C’è una Milano da bere e respirare… e una da cacare

Quinta puntata dell’«Angelo custode» ovvero le riflessioni di ANGELO MADDALENA per il lunedì della bottega

Non è soltanto uno sfogo il mio e non voglio dire che Milano fa sempre cacare: ma esiste una Milano che fa cacare, questo sì. Come una Milano da bere: però non nel senso della pubblicità e dello stile consumistico-festaiolo milanese degli anni ’80 a cui si riferisce quell’espressione ma nel senso di “respirare e bere l’acqua che ti dà la vita”.

Questa bella Milano negli ultimi anni – dopo un mio distacco- l’ho trovata in pochi luoghi e contesti: uno è la Fiera del libro autoprodotto Liber, che si svolge una volta all’anno in autunno, con qualche tappa “extravagante” fuori città e fuori Regione (ricordo una bellissima esperienza all’edizione 2016 di “Carta Carbone” a Treviso) e speriamo che anche quest’anno si rifarà. Tutto autogestito e autofinanziato. Purtroppo questo stile non è garanzia di valorizzazione delle proprie risorse e produzioni: ho visto diverse fiere dell’autoproduzione (Bologna, Lucca…) dove si applica al contrario la massima di Erasmo da Rotterdam: “se ho soldi compro libri, poi cibo e infine vestiti”. Quindi in certe fiere dell’autoproduzione è molto triste e deludente ma è proprio così: se ho soldi compro birra, poi cibo e infine libri autoprodotti (per essere una fiera dell’autoproduzione, è quasi una beffa). Poi c’è un altro bel luogo: si chiama Cox 18 con la libreria Calusca City Light, forse per fare il verso al City Life.

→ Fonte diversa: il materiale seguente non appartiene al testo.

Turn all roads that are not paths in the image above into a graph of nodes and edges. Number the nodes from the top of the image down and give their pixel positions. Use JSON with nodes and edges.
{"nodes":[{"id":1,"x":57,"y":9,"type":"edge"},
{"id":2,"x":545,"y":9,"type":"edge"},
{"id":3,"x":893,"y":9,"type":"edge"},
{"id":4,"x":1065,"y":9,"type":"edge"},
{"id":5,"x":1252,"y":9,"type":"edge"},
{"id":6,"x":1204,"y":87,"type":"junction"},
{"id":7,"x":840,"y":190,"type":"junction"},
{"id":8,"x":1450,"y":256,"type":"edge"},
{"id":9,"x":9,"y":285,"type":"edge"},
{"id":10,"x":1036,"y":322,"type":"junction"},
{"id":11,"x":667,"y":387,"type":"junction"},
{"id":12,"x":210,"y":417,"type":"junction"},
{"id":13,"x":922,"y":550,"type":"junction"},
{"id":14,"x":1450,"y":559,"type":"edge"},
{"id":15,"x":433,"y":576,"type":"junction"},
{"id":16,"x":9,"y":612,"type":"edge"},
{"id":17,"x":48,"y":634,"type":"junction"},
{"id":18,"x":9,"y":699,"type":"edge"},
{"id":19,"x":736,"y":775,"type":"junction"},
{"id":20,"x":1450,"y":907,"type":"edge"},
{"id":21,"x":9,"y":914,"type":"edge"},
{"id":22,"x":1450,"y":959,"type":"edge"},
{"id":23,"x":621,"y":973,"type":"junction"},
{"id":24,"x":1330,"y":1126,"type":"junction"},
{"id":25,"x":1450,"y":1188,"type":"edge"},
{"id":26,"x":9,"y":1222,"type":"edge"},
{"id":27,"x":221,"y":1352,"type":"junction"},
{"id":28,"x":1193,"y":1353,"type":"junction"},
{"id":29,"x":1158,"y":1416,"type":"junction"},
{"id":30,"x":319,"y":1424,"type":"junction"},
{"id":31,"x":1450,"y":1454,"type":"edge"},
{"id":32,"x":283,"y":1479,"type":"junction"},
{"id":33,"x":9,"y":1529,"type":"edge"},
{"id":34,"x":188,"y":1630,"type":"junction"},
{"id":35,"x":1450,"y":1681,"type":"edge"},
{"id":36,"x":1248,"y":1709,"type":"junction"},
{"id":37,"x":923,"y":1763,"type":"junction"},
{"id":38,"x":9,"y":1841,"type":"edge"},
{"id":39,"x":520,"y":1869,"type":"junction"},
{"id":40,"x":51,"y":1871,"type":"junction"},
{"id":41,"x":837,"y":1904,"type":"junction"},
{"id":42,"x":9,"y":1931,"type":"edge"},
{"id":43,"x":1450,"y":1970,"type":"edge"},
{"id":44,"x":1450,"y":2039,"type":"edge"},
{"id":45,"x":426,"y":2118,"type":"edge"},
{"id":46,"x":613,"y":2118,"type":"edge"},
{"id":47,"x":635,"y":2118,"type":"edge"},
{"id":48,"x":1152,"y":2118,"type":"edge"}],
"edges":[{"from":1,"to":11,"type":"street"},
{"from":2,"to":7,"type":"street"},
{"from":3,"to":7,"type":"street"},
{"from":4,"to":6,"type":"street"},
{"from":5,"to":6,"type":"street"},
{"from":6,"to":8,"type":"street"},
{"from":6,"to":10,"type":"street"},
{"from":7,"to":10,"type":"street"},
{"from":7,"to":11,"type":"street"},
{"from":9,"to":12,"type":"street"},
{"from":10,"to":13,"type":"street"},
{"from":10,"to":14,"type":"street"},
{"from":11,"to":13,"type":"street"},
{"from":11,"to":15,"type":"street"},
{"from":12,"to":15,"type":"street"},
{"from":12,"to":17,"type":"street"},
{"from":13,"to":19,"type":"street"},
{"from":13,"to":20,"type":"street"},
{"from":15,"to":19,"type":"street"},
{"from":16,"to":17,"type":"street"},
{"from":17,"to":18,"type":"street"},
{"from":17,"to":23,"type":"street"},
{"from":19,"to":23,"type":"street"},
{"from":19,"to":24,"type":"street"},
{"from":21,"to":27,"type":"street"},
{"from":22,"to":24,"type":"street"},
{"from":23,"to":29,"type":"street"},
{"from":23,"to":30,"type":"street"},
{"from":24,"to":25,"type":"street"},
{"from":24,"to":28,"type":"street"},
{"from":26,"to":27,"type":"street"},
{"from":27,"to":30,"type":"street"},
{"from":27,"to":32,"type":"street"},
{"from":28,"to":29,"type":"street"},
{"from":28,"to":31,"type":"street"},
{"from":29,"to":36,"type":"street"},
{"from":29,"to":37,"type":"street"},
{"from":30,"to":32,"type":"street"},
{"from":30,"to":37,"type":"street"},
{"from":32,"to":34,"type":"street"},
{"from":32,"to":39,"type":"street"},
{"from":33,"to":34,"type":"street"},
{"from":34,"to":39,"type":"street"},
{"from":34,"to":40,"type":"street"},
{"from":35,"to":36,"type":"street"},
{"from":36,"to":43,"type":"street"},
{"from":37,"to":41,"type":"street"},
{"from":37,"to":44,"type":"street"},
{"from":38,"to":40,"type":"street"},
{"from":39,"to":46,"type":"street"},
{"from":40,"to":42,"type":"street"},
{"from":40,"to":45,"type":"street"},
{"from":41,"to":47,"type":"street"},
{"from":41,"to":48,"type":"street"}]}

Sono stato in questi giorni proprio al City Life, centro commerciale, allagato da una pioggia di pochi minuti, che ci ha costretti a tornare a casa. Mi è rimasta la curiosità di scoprire quel che l’è: forse «una cacata di centro commerciale» come dice Sara che aggiunge con tono consolatorio: «però c’è la Apple… Sarà anche piccolo però al piano superiore c’è uno spazio per studiare: tavoli, prese elettriche, piante, e la luce che arriva dalle vetrate e un pozzo di luce in alto». Gelaterie, cinema, Feltrinelli… Ecco, abbiamo visitato – con le parole di Sara – il City Life che io pensavo fosse una città giardino, un villaggio tipo Milano 2. E infatti Sara mi dice che sì: ci sono i palazzi, i grattacieli, piazza Giulio Cesare…. Bene siamo a «Loro 1» e «Loro 2», i due film – o un film in due parti – di Paolo Sorrentino su Berlusconi, che ho visto in questi giorni.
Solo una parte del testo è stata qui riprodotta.